In the past month, four snakes have been found inside the courthouse — a first for a structure that opened in July 1996 in Shockoe Valley, near the Richmond City Jail and just northeast of the city's main downtown business district.
A representative from a pest-control company has made several visits to Oliver Hill since the discovery of the first snake, said Trish Muller, the chief operations officer for the courts building, which houses Richmond's Juvenile and Domestic Relations District Court.
"This is juvenile court, so I've got small kids in this building," Muller said. "Even if a snake is harmless and not poisonous, I don't want a child going up to it and playing with it."
All four snakes were relatively small, and there's no indication that any of them were poisonous. Two were found by deputies in hallways and killed. A third was discovered under a vending machine by a night janitor and also was killed. A fourth was captured in a cardboard glue trap set out by Critter Control, the Richmond company hired to search for the snakes.
Critter Control operator Keith Copi said the one that ended up in the glue trap near the building's rear doors was a black rat snake, 16 to 18 inches long, probably less than two months old and not much thicker than a standard pencil. He used some cooking oil to free the snake from the trap, took it to his home and released it.
Copi said a combination of factors likely led the snakes into the building: Oliver Hill is near several wooded tracts and sits in a low-lying area; in addition, the heavy rains that accompanied Irene and Lee prompted snakes to search for higher, drier habitats.
"It's just a seasonal thing. It's something that happens every year," Copi said. "It's just like when the crickets come in when it gets cold."
Copi said the unusually wet conditions likely were the primary motivating factor in the snakes making their way to Oliver Hill.
"My experience is it does seem like it gets worse when we have these tropical systems," he said. "And even though this building is extremely, extremely tightly built, they don't need much space at all. They came in right between the double doors, I'm sure."
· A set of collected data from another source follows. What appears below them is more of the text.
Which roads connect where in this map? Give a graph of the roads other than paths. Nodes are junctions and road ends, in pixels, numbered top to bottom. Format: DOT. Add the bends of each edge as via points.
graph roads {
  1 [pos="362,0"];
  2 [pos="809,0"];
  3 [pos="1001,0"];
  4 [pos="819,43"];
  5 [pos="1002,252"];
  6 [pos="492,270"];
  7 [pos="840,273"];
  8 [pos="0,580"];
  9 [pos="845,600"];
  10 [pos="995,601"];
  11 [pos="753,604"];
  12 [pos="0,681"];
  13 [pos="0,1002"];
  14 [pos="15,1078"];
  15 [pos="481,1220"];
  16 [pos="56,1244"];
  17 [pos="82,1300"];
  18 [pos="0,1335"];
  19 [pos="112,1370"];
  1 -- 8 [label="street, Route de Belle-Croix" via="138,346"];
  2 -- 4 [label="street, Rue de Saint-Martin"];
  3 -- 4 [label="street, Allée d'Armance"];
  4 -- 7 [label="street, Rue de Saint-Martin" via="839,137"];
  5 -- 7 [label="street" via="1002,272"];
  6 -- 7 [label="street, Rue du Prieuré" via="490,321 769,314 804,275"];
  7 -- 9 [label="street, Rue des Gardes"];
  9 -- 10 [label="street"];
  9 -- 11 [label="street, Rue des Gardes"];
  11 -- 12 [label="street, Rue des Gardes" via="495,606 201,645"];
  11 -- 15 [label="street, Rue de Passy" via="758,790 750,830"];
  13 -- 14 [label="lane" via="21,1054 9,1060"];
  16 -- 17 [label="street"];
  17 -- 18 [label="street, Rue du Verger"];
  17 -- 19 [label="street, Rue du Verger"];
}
No snakes have been found yet in any of Oliver Hill's five courtrooms, but Copi isn't taking any chances that the building is completely serpent-free. He has placed nearly two dozen glue boards throughout the structure, and he went to the rear of the property to apply Snake-A-Way, a granular repellent that relies in part on sulfur to drive away snakes.
Even though there's no indication the four snakes were anything more than nonpoisonous juveniles, Muller said she emailed all courthouse employees to tell them about the pest-control efforts.
"Knowing how the rumor mills can be with inaccurate information, we have taken great pains to try to make sure the whole building was informed," she said. "We don't want anyone to be surprised by anything, so we took it very seriously."
Copi said snakes are driven by their need to find live prey, and since the building has no history of rodent problems, the snakes quickly will realize they need to move elsewhere in their quest for food. If they can't figure a way out of the courthouse, they'll die from a lack of nutrition.
While snakes in a high-traffic area such as a busy courthouse can be unsettling, Copi said it's not a situation that's unique to Oliver Hill. Critter Control has seen an increase in calls in recent weeks for snakes in houses and other structures.
"I don't think there's a building in Richmond that they couldn't get into," he said.